THE HIGH HEALTH COST OF HIGH GRADES

Perhaps I’m late to this realization: If striving for high grades stresses a kid out, why would anybody push that kid to get high grades? This occurs to me now because school-stressed Chinese kids were most likely to get PTSD after the 2008 earthquake.

Jeeeee-zuss!

Recap: In 2008 the Wenchuan earthquake smacked the crap out of south central China. A bunch of schools collapsed. Upward of 69,000 people died, and hundreds of thousands were injured. It was traumatic.

Now researchers have used that trauma to investigate the “who’s” and “why’s” of PTSD. Studying adolescents, they characterized the psyhcological burden each kid was carrying:

• Directly impacted by death or loss of house, etc., in the quake

• Post-quake trauma, punishment, illness, conflict, school pressure.

• Coping style — naturally retreats in hard times, or naturally seeks solutions

By 97 points on the Richter Scale, school pressure was the strongest predictor of which kids ended up with PTSD.

SCHOOL IS SO BAD FOR YOU!

There are, to be fair to school, there 99 potential problems with this study.

Prior research says that a naturally active amygdala — which is also active in anxious people — is a damn good predictor of who gets PTSD. So it could be that the same kids who are vulnerable to quake PTSD are also vulnerable to school pressure — that this is a mere correlation.

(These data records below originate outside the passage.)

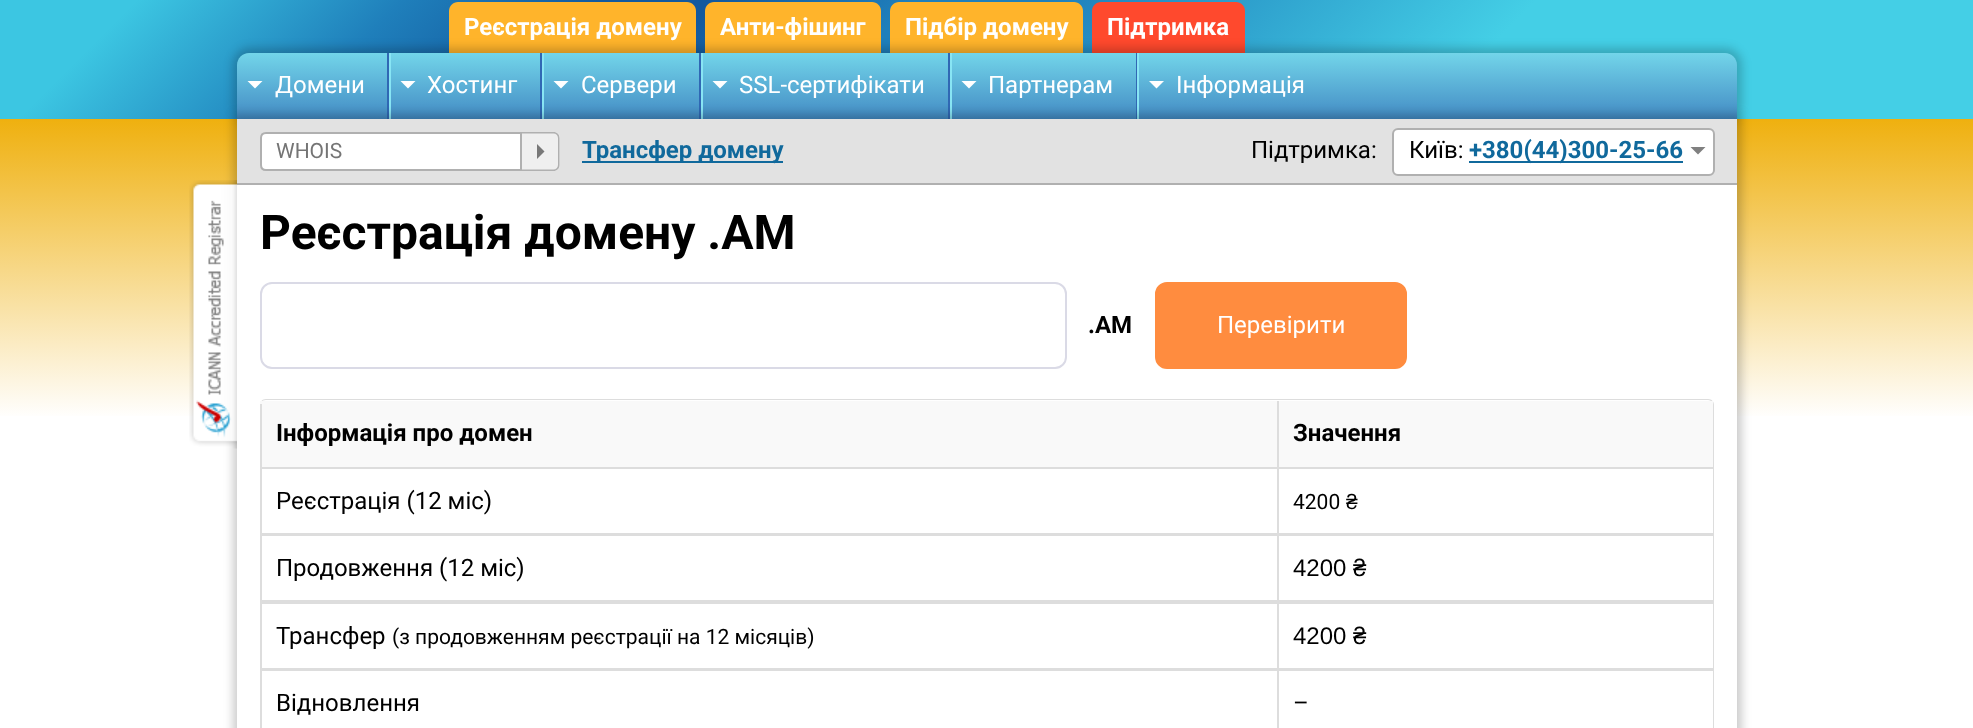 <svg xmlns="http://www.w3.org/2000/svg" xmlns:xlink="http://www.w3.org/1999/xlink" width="1973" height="728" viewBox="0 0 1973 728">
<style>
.cls-1{font:bold 24px Roboto;fill:#ffffff}
.cls-2{font:24px Roboto;fill:#ffffff}
.cls-3{font:21px Roboto;fill:#757575}
.cls-4{font:bold 24px Roboto;fill:#10699c}
.cls-5{font:24px Roboto;fill:#000000}
.cls-6{font:bold 48px Roboto;fill:#000000}
.cls-7{font:bold 24px Roboto;fill:#000000}
.cls-8{font:21px Roboto;fill:#000000}
.cls-9{font:21px Liberation Sans;fill:#000000}
.cls-10{font:24px Liberation Sans;fill:#000000}
</style>
<defs>
<linearGradient id="g1" gradientUnits="userSpaceOnUse" x1="432" y1="-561" x2="1542" y2="550"><stop offset="0.12" stop-color="#3cc6e2"/><stop offset="0.24" stop-color="#1f7fbb"/><stop offset="0.33" stop-color="#13599e"/><stop offset="0.38" stop-color="#13599e"/><stop offset="0.47" stop-color="#1f7fbb"/><stop offset="0.53" stop-color="#1f7fbb"/><stop offset="0.75" stop-color="#44cfe6"/><stop offset="1" stop-color="#44cfe6"/></linearGradient>
<linearGradient id="g2" gradientUnits="userSpaceOnUse" x1="987" y1="118" x2="987" y2="419"><stop offset="0" stop-color="#efb00e"/><stop offset="1" stop-color="#ffffff"/></linearGradient>
<linearGradient id="g3" gradientUnits="userSpaceOnUse" x1="987" y1="52" x2="987" y2="119"><stop offset="0" stop-color="#73d6ea"/><stop offset="1" stop-color="#438bc4"/></linearGradient>
</defs>
<rect width="100%" height="100%" fill="#ffffff"/>
<rect fill="url(#g1)" x="0" y="0" width="1973" height="119"/>
<path fill="#ffb42b" d="M458 2H687C692 2 696 6 696 11V53H449V11C449 6 453 2 458 2Z"/>
<path fill="#ffb42b" d="M714 2H872C877 2 881 6 881 11V53H705V11C705 6 709 2 714 2Z"/>
<path fill="#ffb42b" d="M899 2H1074C1079 2 1083 6 1083 11V53H890V11C890 6 894 2 899 2Z"/>
<path fill="#ff492d" d="M1101 2H1236C1241 2 1245 6 1245 11V53H1092V11C1092 6 1096 2 1101 2Z"/>
<rect fill="url(#g2)" x="0" y="119" width="1973" height="297"/>
<rect fill="#000000" fill-opacity="0.2" filter="blur(5px)" x="233" y="48" width="1509" height="75" rx="17"/>
<path fill="url(#g3)" d="M249 53H1725C1731.5 53 1737 58.5 1737 65V119H237V65C237 58.5 242.5 53 249 53Z"/>
<rect fill="#3068b4" x="387" y="53" width="2" height="66"/>
<path fill="#ffffff" d="M247.5 81H262.5L255 88.5Z"/>
<rect fill="#3068b4" x="540" y="53" width="2" height="66"/>
<rect fill="#88e5f4" x="389" y="53" width="2" height="66"/>
<path fill="#ffffff" d="M400.5 81H415.5L408 88.5Z"/>
<rect fill="#3068b4" x="699" y="53" width="2" height="66"/>
<rect fill="#88e5f4" x="542" y="53" width="2" height="66"/>
<path fill="#ffffff" d="M553.5 81H568.5L561 88.5Z"/>
<rect fill="#3068b4" x="948" y="53" width="2" height="66"/>
<rect fill="#88e5f4" x="701" y="53" width="2" height="66"/>
<path fill="#ffffff" d="M712.5 81H727.5L720 88.5Z"/>
<rect fill="#3068b4" x="1136" y="53" width="1" height="66"/>
<rect fill="#88e5f4" x="950" y="53" width="2" height="66"/>
<path fill="#ffffff" d="M961.5 81H976.5L969 88.5Z"/>
<rect fill="#88e5f4" x="1137" y="53" width="2" height="66"/>
<path fill="#ffffff" d="M1149 81H1164L1156.5 88.5Z"/>
<rect fill="#000000" fill-opacity="0.2" filter="blur(5px)" x="233" y="114" width="1509" height="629"/>
<rect fill="#e2e2e2" x="237" y="119" width="1500" height="64"/>
<rect fill="#b0b0b0" x="237" y="183" width="1500" height="2"/>
<path fill="#ffffff" stroke="#b0b0b0" stroke-width="2" d="M266 133H521V170H266C263 170 261 168 261 165V138C261 135 263 133 266 133Z"/>
<path fill="#efefef" d="M522 132H554C557.5 132 560 134.5 560 138V165C560 168.5 557.5 171 554 171H522Z"/>
<path fill="#b0b0b0" fill-rule="evenodd" d="M522 132H553.5C557 132 559.5 134.5 559.5 138V165C559.5 168.5 557 171 553.5 171H522ZM522 133.5H553.5C556 133.5 558 135.5 558 138V165C558 167.5 556 169.5 553.5 169.5H522Z"/>
<path fill="#787878" d="M537 159V144L544.5 151.5Z"/>
<rect fill="#10699c" x="582" y="161" width="201" height="2"/>
<rect fill="#ffffff" stroke="#b0b0b0" stroke-width="2" x="1393" y="129" width="321" height="46" rx="5"/>
<rect fill="#10699c" x="1469" y="161" width="214" height="2"/>
<path fill="#808080" d="M1690.5 147H1705.5L1698 154.5Z"/>
<rect fill="#ffffff" x="237" y="185" width="1500" height="543"/>
<image xlink:href="image0.png" x="189" y="180" width="48" height="269"/>
<rect fill="none" stroke="#dadae6" stroke-width="2" x="261" y="283" width="805" height="85" rx="11"/>
<rect fill="#ff8c3f" stroke="#ff8c3f" stroke-width="2" x="1156" y="283" width="250" height="85" rx="11"/>
<path fill="#dddddd" fill-rule="evenodd" d="M266 399H1708C1712 399 1714 402 1714 405V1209C1714 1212 1712 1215 1708 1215H266C262 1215 260 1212 260 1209V405C260 402 262 399 266 399ZM266 400H1708C1711 400 1713 403 1713 405V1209C1713 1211 1711 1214 1708 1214H266C262 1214 260 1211 260 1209V405C260 403 262 400 266 400Z"/>
<rect fill="#f9f9f9" x="260" y="401" width="1453" height="66"/>
<rect fill="#dddddd" x="260" y="404" width="2" height="63"/>
<rect fill="#dddddd" x="1277" y="401" width="2" height="66"/>
<rect fill="#dddddd" x="260" y="533" width="1453" height="1"/>
<rect fill="#dddddd" x="260" y="467" width="1453" height="2"/>
<rect fill="#dddddd" x="260" y="467" width="2" height="67"/>
<rect fill="#dddddd" x="1277" y="467" width="2" height="67"/>
<rect fill="#dddddd" x="260" y="600" width="1453" height="2"/>
<rect fill="#dddddd" x="260" y="534" width="1453" height="2"/>
<rect fill="#dddddd" x="260" y="534" width="2" height="68"/>
<rect fill="#dddddd" x="1277" y="534" width="2" height="68"/>
<rect fill="#dddddd" x="260" y="668" width="1453" height="1"/>
<rect fill="#dddddd" x="260" y="602" width="1453" height="2"/>
<rect fill="#dddddd" x="260" y="602" width="2" height="67"/>
<rect fill="#dddddd" x="1277" y="602" width="2" height="67"/>
<rect fill="#dddddd" x="260" y="669" width="1453" height="2"/>
<rect fill="#dddddd" x="260" y="669" width="2" height="59"/>
<rect fill="#dddddd" x="1277" y="669" width="2" height="59"/>
<text class="cls-1" x="464" y="35">Реєстрація домену</text>
<text class="cls-1" x="720" y="35">Анти-фішинг</text>
<text class="cls-1" x="905" y="35">Підбір домену</text>
<text class="cls-1" x="1107" y="35">Підтримка</text>
<text class="cls-2" x="275" y="93">Домени</text>
<text class="cls-2" x="427" y="93">Хостинг</text>
<text class="cls-2" x="581" y="93">Сервери</text>
<text class="cls-2" x="739" y="93">SSL-сертифікати</text>
<text class="cls-2" x="988" y="93">Партнерам</text>
<text class="cls-2" x="1176" y="93">Інформація</text>
<text class="cls-3" x="276" y="158">WHOIS</text>
<text class="cls-4" x="582" y="158">Трансфер домену</text>
<text class="cls-5" x="1251" y="158">Підтримка:</text>
<text class="cls-5" x="1409" y="158">Київ:</text>
<text class="cls-4" x="1469" y="158">+380(44)300-25-66</text>
<text class="cls-6" x="260" y="249">Реєстрація домену .AM</text>
<text class="cls-7" x="1088" y="333">.AM</text>
<text class="cls-2" x="1217" y="333">Перевірити</text>
<text class="cls-7" x="276" y="441">Інформація про домен</text>
<text class="cls-7" x="1293" y="441">Значення</text>
<text class="cls-5" x="276" y="509">Реєстрація (12 міс)</text>
<text class="cls-8" x="1293" y="509">4200</text>
<text class="cls-9" x="1346" y="509">₴</text>
<text class="cls-5" x="276" y="576">Продовження (12 міс)</text>
<text class="cls-10" x="1293" y="576">4200 ₴</text>
<text class="cls-5" x="276" y="644">Трансфер</text>
<text class="cls-8" x="392" y="644">(з продовженням реєстрації на 12 місяців)</text>
<text class="cls-10" x="1293" y="644">4200 ₴</text>
<text class="cls-5" x="276" y="711">Відновлення</text>
<text class="cls-5" x="1293" y="711">–</text>
</svg>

SCHOOL MAY ONLY BE BAD FOR ANXIOUS PEOPLE!

Another potential confound is that the scientists asked kids to recall the events in their lives, and human memory is notoriously full of crap.

Anyway, China is the right place to study this: Getting good grades early on sets a kid up for future educational opportunities. So academic pressure sets in early and hard in that culture.

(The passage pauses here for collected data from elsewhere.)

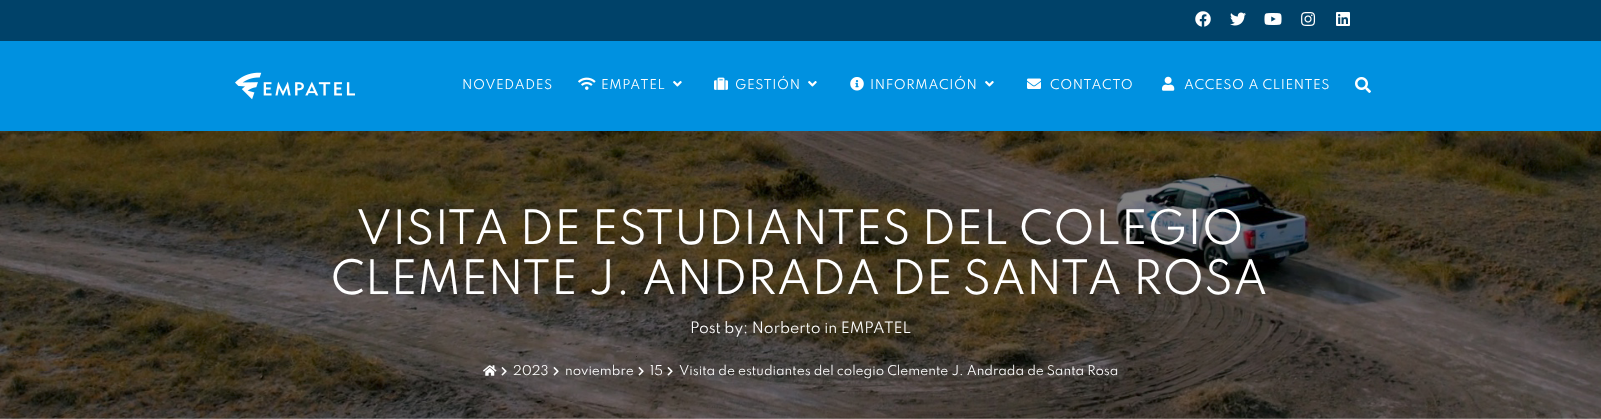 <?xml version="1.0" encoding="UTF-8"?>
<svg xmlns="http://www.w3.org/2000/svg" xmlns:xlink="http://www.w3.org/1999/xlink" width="1601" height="419">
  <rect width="100%" height="100%" fill="#ffffff" />
  <rect width="1601" height="41" fill="#004269" />
  <image x="1195" y="11" width="16" height="16" xlink:href="image1.png" />
  <image x="1230" y="12" width="16" height="14" xlink:href="image2.png" />
  <image x="1264" y="13" width="18" height="12" xlink:href="image3.png" />
  <image x="1301" y="12" width="15" height="14" xlink:href="image4.png" />
  <image x="1336" y="12" width="14" height="14" xlink:href="image5.png" />
  <rect y="41" width="1601" height="90" fill="#0091e0" />
  <image x="235" y="72" width="120" height="28" xlink:href="image6.png" />
  <image x="578" y="77" width="18" height="13" xlink:href="image7.png" />
  <image x="673" y="81" width="9" height="6" xlink:href="image8.png" />
  <image x="714" y="77" width="14" height="13" xlink:href="image9.png" />
  <image x="808" y="81" width="9" height="6" xlink:href="image8.png" />
  <image x="850" y="77" width="14" height="14" xlink:href="image10.png" />
  <image x="985" y="81" width="9" height="6" xlink:href="image8.png" />
  <image x="1027" y="78" width="14" height="11" xlink:href="image11.png" />
  <image x="1162" y="76" width="13" height="15" xlink:href="image12.png" />
  <image x="1355" y="77" width="16" height="16" xlink:href="image13.png" />
  <image x="0" y="131" width="1601" height="288" xlink:href="image14.png" />
  <image x="483" y="365" width="14" height="11" xlink:href="image15.png" />
  <image x="501" y="367" width="6" height="9" xlink:href="image16.png" />
  <image x="553" y="367" width="6" height="9" xlink:href="image17.png" />
  <image x="638" y="367" width="6" height="9" xlink:href="image18.png" />
  <image x="667" y="367" width="6" height="9" xlink:href="image19.png" />
  <text x="462" y="89" style="font-family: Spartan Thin; font-size: 12px; font-weight: 100; letter-spacing: 0.6px; fill: #ffffff">NOVEDADES</text>
  <text x="601" y="89" style="font-family: Spartan Thin; font-size: 12px; font-weight: 100; letter-spacing: 0.6px; fill: #ffffff">EMPATEL</text>
  <text x="735" y="89" style="font-family: Spartan Thin; font-size: 12px; font-weight: 100; letter-spacing: 0.6px; fill: #ffffff">GESTIÓN</text>
  <text x="870" y="89" style="font-family: Spartan Thin; font-size: 12px; font-weight: 100; letter-spacing: 0.6px; fill: #ffffff">INFORMACIÓN</text>
  <text x="1050" y="89" style="font-family: Spartan Thin; font-size: 12px; font-weight: 100; letter-spacing: 0.6px; fill: #ffffff">CONTACTO</text>
  <text x="1184" y="89" style="font-family: Spartan Thin; font-size: 12px; font-weight: 100; letter-spacing: 0.6px; fill: #ffffff">ACCESO A CLIENTES</text>
  <text x="356" y="244" style="font-family: Spartan Thin; font-size: 42px; font-weight: 100; fill: #ffffff">VISITA DE ESTUDIANTES DEL COLEGIO</text>
  <text x="331" y="294" style="font-family: Spartan Thin; font-size: 42px; font-weight: 100; fill: #ffffff">CLEMENTE J. ANDRADA DE SANTA ROSA</text>
  <text x="690" y="333" style="font-family: Spartan Thin; font-size: 14px; font-weight: 100; fill: #ffffff">Post by: Norberto in EMPATEL</text>
  <text x="513" y="375" style="font-family: Spartan Thin; font-size: 12px; font-weight: 100; fill: #ffffff">2023</text>
  <text x="565" y="375" style="font-family: Spartan Thin; font-size: 12px; font-weight: 100; fill: #ffffff">noviembre</text>
  <text x="650" y="375" style="font-family: Spartan Thin; font-size: 12px; font-weight: 100; fill: #ffffff">15</text>
  <text x="679" y="375" style="font-family: Spartan Thin; font-size: 12px; font-weight: 100; fill: #ffffff">Visita de estudiantes del colegio Clemente J. Andrada de Santa Rosa</text>
</svg>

But speaking purely anecdotally, based on convos with a number of educator pals, the same pattern is on the rise in the U.S. culture. Starting in high school, kids are pushed and prodded to do more, do better, reach for higher level courses, and start a small nonprofit providing clean water to all the people of Panama, so that they can get into a prestigious college. Where — and this is not anecdotal — a record number of them are suffering anxiety problems, in part because they don’t belong there. They were boosted, shoved, leg-upped, shot-putted, and application-tutored into schools more demanding than they could handle.

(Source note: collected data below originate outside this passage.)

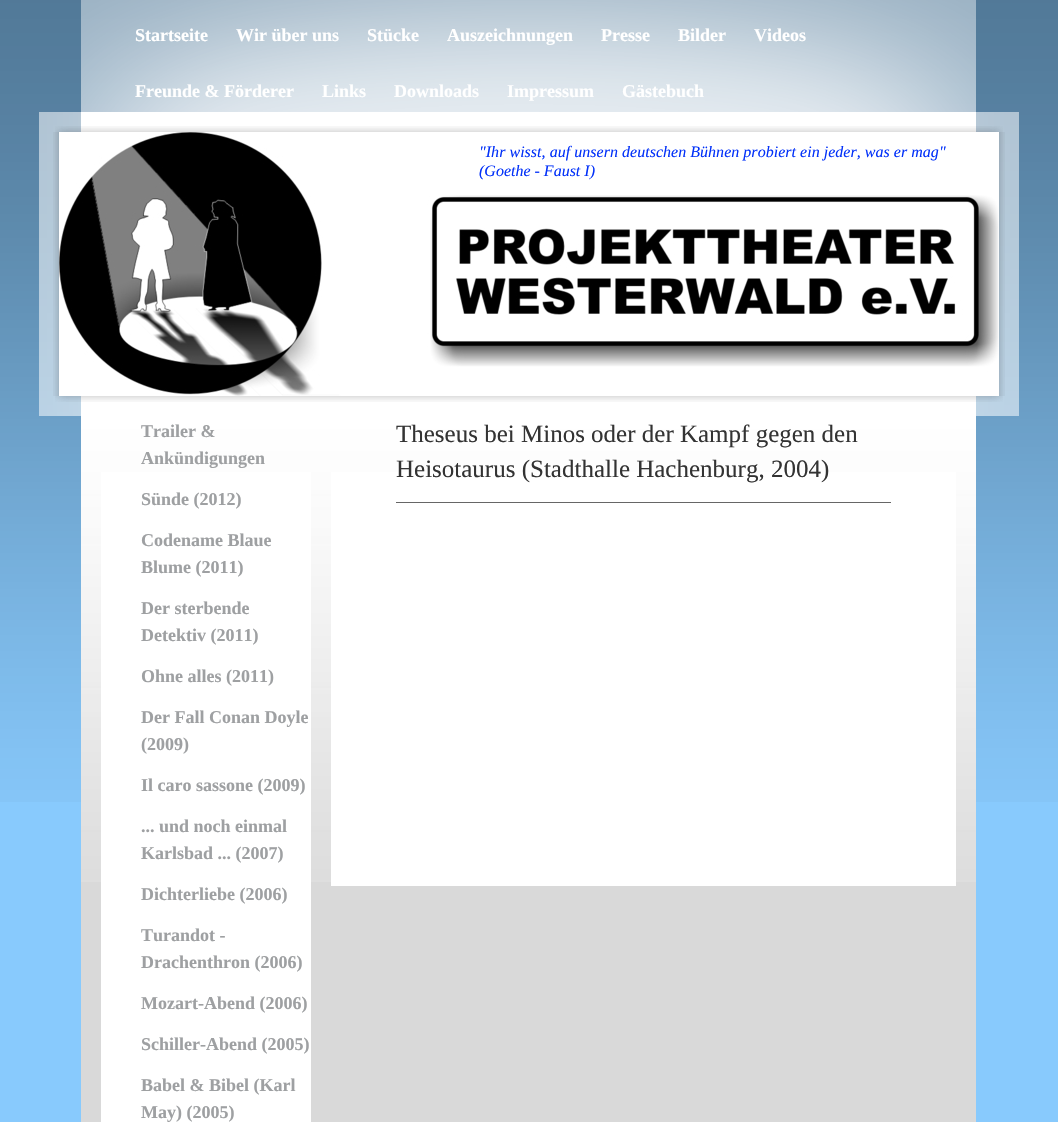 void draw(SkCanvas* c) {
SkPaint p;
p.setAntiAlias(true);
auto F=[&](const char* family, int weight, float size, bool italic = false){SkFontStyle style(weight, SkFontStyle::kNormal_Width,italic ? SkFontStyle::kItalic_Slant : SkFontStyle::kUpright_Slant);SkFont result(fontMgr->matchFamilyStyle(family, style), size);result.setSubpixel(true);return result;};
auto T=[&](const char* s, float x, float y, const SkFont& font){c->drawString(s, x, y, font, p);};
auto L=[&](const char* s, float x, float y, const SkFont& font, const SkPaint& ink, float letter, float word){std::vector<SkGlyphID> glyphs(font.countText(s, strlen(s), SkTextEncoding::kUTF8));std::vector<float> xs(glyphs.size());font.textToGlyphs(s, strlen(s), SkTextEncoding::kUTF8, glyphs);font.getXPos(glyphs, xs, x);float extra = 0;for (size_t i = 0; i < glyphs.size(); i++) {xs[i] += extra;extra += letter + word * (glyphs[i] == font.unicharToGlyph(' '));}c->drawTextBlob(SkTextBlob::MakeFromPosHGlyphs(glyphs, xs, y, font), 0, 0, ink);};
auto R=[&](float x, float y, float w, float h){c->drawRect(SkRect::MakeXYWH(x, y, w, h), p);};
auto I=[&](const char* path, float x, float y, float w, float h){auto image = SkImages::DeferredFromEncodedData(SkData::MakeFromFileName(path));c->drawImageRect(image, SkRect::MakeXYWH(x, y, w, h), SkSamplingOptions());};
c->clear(0xff88cafd);
I("1.png",0,0,1058,802);
I("2.png",81,0,895,112);
auto f1 = F("Liberation Serif",700,18);
p.setColor(0xffffffff);
T("Startseite",135,41,f1);
T("Wir über uns",236,41,f1);
T("Stücke",367,41,f1);
T("Auszeichnungen",447,41,f1);
T("Presse",601,41,f1);
T("Bilder",678,41,f1);
T("Videos",754,41,f1);
T("Freunde & Förderer",135,97,f1);
T("Links",322,97,f1);
T("Downloads",394,97,f1);
T("Impressum",507,97,f1);
T("Gästebuch",622,97,f1);
I("3.png",39,112,980,304);
I("4.png",55,126,948,6);
I("5.png",53,132,952,264);
I("6.png",59,132,940,264);
auto f2 = F("Liberation Serif",400,16,true);
p.setColor(0xff0231f9);
L("\"Ihr wisst, auf unsern deutschen Bühnen probiert ein jeder, was er mag\"",479,157,f2,p,.03,0);
T("(Goethe - Faust I)",479,176,f2);
I("7.png",55,396,948,6);
p.setColor(0xffd9d9d9);
R(81,882,895,240);
I("8.png",81,416,895,466);
p.setColor(0xffffffff);
R(101,472,210,650);
p.setColor(0xff9ea0a2);
T("Trailer &",141,437,f1);
T("Ankündigungen",141,464,f1);
T("Sünde (2012)",141,505,f1);
T("Codename Blaue",141,546,f1);
T("Blume (2011)",141,573,f1);
T("Der sterbende",141,614,f1);
T("Detektiv (2011)",141,641,f1);
T("Ohne alles (2011)",141,682,f1);
T("Der Fall Conan Doyle",141,723,f1);
T("(2009)",141,750,f1);
T("Il caro sassone (2009)",141,791,f1);
T("... und noch einmal",141,832,f1);
T("Karlsbad ... (2007)",141,859,f1);
T("Dichterliebe (2006)",141,900,f1);
T("Turandot -",141,941,f1);
T("Drachenthron (2006)",141,968,f1);
T("Mozart-Abend (2006)",141,1009,f1);
T("Schiller-Abend (2005)",141,1050,f1);
T("Babel & Bibel (Karl",141,1091,f1);
T("May) (2005)",141,1118,f1);
p.setColor(0xffffffff);
R(331,472,625,414);
auto f3 = F("Liberation Serif",400,25);
p.setColor(0xff333333);
T("Theseus bei Minos oder der Kampf gegen den",396,442,f3);
T("Heisotaurus (Stadthalle Hachenburg, 2004)",396,477,f3);
p.setColor(0xff666666);
R(396,502,495,1);
}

Whereupon they encountered their natural fear of heights. They’ve been told for so long that they’re special that most of them (three-quarters) believe they’re above average. This implies either a poor national grasp of math, or of reality. The fact that these kids hit a brick wall of stress when they hit college suggests it’s a realistic self-image that has eluded them.

Anyway, interesting insight into the pressures that come to bear on the human head: Rigorous schooling ain’t always good for your character, apparently — not always the best path to your child’s future.

Unless you want your kid’s future to be spent on anti-anxiety drugs.

Watching my own head, here: Knowing what I know of my culture, I bet most people would still want their kid to get into Harvard even if they knew it could stress the kid into an anxiety disorder. I mean, there’s a pill for that, right? There’s no Harvard pill.